For finance teams and controllers, the coronavirus pandemic is particularly concerning. Uncertainty makes forecasting a difficult task, and the pandemic has increased it to historic level.

Global financial volatility, at a historic peak in mid-March, has yet to descend to pre-crisis levels, and US economic policy uncertainty has been similarly record-breaking in recent months. In Germany, business confidence has fallen precipitously, with the ifo Business Climate Index collapsing in March and April, before only marginally increasing in May. Even macroeconomic GDP forecasting has been greatly affected – single-figure percentage forecasts are being replaced with large, imprecise ranges – German GDP forecasts by Sachverständigenrat for 2020 vary from -2.8% to -5.4%, and 1% to 4.9% for 2021.

These sorts of statistics, their variances, and the ongoing and unresolved nature of the pandemic, indicate the huge challenges now faced by finance teams used to well-established and honed approaches to business forecasting. Old baselines are largely useless, and structures and processes are proving too slow, rigid and long-term-focused to respond to the rapidly changing landscape. To build resilience, survive and recover, forecasting departments need to quickly change their approach.

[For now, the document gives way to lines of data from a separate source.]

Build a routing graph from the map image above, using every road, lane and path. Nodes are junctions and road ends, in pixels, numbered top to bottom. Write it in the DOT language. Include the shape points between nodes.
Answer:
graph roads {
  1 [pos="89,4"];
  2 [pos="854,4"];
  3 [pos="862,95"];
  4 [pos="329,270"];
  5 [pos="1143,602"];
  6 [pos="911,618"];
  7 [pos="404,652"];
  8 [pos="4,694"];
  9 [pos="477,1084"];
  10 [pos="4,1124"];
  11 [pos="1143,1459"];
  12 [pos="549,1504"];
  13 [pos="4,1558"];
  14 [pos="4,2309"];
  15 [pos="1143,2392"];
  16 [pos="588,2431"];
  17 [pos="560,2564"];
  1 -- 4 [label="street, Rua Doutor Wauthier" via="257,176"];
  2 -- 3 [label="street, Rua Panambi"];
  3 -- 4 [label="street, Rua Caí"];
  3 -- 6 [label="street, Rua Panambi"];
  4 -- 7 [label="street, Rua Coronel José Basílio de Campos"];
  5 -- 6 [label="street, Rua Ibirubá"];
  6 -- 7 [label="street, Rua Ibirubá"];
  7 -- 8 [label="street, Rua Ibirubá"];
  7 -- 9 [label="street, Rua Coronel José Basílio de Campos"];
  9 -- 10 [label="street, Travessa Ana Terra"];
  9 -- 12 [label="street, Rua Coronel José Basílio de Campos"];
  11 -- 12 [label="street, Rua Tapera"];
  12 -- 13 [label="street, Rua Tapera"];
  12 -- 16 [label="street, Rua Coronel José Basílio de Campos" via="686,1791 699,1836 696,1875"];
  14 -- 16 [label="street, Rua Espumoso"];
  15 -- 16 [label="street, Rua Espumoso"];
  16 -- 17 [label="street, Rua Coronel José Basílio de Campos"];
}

Thankfully, there is a guiding blueprint of action you can follow, based on a four-phase performance management best-practice approach developed by BearingPoint with extensive input from our clients: Shock, Cost-Saving, Restructuring & Consolidation, and Restart.

Corona crises may consist of four phases...

To not be a take over candidate within the consolidation phase and be in a good start position, effects and measures need to be planned and permanently adapted, immediately.